Ramezani Ph.D. ’13 Wins Biruni Graduate Student Research Award
Hamidreza (Hamid) Ramezani Ph.D. ’13, recently won the Biruni Graduate Student Research Award. The award aims to promote and recognize outstanding research by a physics graduate student of Iranian heritage who is currently studying in one of the institutions of higher education in the United States, seeking originality, thoroughness, a teamwork spirit and ownership among the candidates. The honor comes with a cash award.
Before graduating with his Ph.D. from Wesleyan in November, Ramezani studied cosmology and gravitational physics while earning his master’s degree at the University of Tehran. He completed his bachelor study in solid state physics at Sahed University.
At Wesleyan, his mentor was Tsampikos Kottos, Douglas J. and Midge Bowen Bennet Associate Professor of Physics. Ramezani worked in the Wave Transport in Complex Systems lab and studied ways a macroscopic object is miniaturized.

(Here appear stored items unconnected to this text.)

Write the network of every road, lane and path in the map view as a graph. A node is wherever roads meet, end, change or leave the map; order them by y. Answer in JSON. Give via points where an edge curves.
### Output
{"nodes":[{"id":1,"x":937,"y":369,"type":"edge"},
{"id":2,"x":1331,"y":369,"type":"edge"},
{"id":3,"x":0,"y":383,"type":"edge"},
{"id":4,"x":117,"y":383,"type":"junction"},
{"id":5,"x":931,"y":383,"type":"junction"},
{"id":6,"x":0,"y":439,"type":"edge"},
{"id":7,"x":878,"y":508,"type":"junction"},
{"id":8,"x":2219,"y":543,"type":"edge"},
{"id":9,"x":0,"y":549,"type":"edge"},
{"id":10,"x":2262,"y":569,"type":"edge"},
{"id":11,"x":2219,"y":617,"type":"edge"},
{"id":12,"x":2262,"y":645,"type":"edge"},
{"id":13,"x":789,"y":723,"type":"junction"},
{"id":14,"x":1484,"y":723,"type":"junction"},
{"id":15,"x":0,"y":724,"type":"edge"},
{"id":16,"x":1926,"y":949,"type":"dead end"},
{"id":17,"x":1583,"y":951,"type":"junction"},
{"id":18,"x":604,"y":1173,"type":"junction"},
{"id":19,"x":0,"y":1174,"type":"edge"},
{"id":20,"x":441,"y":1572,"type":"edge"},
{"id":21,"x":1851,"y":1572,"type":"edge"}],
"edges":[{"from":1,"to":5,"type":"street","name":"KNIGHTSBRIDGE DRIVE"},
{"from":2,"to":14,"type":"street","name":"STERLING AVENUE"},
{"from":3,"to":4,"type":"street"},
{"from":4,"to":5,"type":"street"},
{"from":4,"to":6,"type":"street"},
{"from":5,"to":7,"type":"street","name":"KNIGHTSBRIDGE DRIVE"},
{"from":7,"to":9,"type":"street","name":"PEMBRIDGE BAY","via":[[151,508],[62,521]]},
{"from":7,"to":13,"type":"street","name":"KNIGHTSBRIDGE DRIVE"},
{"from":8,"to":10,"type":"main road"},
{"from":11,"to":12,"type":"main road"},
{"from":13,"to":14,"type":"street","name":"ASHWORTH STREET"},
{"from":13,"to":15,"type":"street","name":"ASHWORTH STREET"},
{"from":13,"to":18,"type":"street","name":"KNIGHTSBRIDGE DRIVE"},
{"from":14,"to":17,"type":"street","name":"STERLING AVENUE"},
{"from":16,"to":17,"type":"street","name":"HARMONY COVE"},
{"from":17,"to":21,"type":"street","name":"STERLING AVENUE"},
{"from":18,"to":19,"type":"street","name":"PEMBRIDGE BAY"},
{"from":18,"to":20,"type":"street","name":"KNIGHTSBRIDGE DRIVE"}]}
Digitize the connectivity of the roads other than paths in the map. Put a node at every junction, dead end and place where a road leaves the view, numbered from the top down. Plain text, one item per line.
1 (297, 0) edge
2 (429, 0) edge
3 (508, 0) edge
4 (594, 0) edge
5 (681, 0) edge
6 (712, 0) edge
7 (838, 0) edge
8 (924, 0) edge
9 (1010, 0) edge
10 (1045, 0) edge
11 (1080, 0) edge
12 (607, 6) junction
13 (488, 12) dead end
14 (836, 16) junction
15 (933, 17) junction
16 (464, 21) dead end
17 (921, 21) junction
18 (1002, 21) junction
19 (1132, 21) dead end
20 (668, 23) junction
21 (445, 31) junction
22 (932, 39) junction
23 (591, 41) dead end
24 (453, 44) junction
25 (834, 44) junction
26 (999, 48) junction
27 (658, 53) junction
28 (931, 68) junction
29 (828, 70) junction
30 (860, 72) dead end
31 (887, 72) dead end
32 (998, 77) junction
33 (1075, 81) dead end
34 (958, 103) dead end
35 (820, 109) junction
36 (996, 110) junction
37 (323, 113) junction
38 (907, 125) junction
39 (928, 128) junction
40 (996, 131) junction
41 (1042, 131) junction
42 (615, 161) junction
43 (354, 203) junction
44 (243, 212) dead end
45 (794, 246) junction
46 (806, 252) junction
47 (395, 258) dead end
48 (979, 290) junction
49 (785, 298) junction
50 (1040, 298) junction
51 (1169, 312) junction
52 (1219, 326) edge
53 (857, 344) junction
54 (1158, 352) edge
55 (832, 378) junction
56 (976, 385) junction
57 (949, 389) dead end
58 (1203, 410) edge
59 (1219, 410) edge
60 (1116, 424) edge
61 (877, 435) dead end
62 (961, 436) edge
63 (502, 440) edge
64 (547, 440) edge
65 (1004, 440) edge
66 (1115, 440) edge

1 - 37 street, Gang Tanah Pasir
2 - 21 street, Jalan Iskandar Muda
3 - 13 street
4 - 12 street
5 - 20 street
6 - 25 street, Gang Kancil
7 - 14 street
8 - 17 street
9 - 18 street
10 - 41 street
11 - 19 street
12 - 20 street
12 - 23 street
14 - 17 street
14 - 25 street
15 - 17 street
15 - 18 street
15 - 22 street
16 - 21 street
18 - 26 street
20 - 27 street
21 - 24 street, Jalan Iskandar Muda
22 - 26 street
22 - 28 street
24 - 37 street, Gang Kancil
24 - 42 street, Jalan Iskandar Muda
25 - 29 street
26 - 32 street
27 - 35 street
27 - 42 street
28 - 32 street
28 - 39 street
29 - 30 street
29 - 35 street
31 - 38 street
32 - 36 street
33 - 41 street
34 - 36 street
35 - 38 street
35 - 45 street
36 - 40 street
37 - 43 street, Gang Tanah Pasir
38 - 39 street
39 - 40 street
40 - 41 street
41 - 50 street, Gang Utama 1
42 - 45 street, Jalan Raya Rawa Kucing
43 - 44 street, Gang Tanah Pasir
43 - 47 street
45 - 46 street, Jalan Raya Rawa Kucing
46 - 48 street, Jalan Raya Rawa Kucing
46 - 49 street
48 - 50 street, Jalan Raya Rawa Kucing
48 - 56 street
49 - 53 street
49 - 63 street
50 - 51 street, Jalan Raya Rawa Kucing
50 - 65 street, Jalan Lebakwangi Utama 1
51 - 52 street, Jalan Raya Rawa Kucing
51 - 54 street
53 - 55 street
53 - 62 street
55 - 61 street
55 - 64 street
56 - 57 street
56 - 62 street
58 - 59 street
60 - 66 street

The lab’s objective is “to close the gap between the microscopic and macroscopic worlds and to develop models and theories that will help understand the interplay between quantum mechanics, interactions, and disorder, which dictate the dynamics on the mesoscopic scale.” More information on the lab and its research can be found on this website. Ramezani focused more specifically on the fundamental properties and application of complex optical systems with judicious balanced gain and loss.
Currently, Ramezani is a postdoctoral research assistant under Professor Xiang Zhang at the University of California – Berkeley. His interests are asymmetric transport phenomena in complex electronics, acoustics and photonics systems.